(Collected data entries)
* * *

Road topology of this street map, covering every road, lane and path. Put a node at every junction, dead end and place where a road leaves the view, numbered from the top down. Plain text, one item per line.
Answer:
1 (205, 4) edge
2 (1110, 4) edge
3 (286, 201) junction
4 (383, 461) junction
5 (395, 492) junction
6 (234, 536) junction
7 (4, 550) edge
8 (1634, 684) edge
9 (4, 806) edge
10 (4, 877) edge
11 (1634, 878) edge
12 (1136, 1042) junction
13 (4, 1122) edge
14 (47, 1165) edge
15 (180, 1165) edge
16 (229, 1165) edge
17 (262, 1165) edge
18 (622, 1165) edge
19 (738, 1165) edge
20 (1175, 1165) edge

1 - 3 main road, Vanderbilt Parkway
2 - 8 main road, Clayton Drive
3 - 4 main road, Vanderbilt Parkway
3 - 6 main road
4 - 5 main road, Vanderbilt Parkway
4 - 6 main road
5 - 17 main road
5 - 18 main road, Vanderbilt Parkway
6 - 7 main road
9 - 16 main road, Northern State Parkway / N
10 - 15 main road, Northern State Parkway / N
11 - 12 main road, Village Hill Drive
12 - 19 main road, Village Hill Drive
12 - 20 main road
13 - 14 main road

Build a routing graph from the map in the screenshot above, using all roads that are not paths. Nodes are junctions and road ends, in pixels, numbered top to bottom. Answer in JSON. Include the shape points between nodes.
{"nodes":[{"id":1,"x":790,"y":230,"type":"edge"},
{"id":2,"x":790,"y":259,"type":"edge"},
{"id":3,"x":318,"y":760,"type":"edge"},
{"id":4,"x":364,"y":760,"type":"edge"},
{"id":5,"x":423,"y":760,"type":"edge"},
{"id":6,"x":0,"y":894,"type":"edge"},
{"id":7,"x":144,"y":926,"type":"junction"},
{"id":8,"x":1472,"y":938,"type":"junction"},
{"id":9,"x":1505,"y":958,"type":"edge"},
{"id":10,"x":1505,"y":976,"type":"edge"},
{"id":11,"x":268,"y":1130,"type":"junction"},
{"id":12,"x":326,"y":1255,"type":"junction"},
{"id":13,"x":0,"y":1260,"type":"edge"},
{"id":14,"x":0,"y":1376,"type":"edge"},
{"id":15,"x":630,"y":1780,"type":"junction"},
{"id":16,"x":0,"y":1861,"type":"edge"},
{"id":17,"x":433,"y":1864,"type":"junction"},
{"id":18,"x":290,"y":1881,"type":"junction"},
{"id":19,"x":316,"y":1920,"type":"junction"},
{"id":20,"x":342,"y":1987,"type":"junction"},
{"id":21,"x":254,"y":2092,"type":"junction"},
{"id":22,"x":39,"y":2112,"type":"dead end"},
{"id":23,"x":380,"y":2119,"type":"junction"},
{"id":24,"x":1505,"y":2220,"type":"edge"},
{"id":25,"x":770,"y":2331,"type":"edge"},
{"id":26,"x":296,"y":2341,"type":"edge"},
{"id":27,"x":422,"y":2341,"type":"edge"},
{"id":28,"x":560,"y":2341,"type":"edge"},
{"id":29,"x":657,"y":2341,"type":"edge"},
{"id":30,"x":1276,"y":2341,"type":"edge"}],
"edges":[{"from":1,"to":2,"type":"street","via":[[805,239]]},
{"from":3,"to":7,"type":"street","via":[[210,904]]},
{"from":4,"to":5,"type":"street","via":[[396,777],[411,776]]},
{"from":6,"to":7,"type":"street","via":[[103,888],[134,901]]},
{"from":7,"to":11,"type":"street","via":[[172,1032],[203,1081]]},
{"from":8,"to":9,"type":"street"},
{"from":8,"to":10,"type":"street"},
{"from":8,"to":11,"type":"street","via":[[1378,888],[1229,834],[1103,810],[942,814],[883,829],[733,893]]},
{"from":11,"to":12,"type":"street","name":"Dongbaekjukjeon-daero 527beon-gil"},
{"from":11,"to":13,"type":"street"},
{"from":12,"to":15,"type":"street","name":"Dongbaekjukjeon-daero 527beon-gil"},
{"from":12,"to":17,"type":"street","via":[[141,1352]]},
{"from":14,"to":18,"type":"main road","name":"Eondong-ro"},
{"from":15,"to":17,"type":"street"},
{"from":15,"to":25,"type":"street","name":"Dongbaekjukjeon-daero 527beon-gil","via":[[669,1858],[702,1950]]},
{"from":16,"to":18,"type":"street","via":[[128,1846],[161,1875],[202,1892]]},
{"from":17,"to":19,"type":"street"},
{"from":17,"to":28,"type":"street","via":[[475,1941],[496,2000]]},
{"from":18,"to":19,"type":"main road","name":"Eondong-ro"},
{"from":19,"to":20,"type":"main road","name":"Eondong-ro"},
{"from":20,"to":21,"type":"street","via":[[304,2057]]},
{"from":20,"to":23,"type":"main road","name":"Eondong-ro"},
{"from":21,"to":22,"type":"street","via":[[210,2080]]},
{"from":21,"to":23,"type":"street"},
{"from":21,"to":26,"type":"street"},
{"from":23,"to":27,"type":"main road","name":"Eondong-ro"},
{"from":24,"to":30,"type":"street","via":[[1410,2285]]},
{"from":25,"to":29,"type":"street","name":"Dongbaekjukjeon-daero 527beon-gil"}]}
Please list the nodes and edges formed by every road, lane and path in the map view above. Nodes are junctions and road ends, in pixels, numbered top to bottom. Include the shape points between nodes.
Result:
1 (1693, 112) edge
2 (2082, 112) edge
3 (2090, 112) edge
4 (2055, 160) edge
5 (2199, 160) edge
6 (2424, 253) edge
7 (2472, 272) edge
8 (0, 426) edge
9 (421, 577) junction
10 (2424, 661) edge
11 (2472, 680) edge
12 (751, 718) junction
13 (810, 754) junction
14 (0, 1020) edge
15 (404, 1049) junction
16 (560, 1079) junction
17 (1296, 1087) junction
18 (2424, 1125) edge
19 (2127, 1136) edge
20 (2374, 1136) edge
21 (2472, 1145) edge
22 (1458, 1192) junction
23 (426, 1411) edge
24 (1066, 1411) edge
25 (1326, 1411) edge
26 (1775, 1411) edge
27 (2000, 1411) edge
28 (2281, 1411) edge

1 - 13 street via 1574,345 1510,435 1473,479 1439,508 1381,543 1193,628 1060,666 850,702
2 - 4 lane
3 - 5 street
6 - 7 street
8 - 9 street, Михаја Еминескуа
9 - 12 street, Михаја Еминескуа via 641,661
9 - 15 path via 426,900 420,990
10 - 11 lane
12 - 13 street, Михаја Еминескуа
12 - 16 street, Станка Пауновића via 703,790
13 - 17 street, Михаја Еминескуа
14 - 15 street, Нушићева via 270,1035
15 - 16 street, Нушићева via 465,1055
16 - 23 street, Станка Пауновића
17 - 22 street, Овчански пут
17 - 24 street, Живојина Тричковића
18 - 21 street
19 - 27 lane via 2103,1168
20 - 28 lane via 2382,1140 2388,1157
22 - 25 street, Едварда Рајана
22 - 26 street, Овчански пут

* * *

**Work instructions**:
Within the data, how many lines hold the word "junctions"? State the number alone.

**Task result**:
2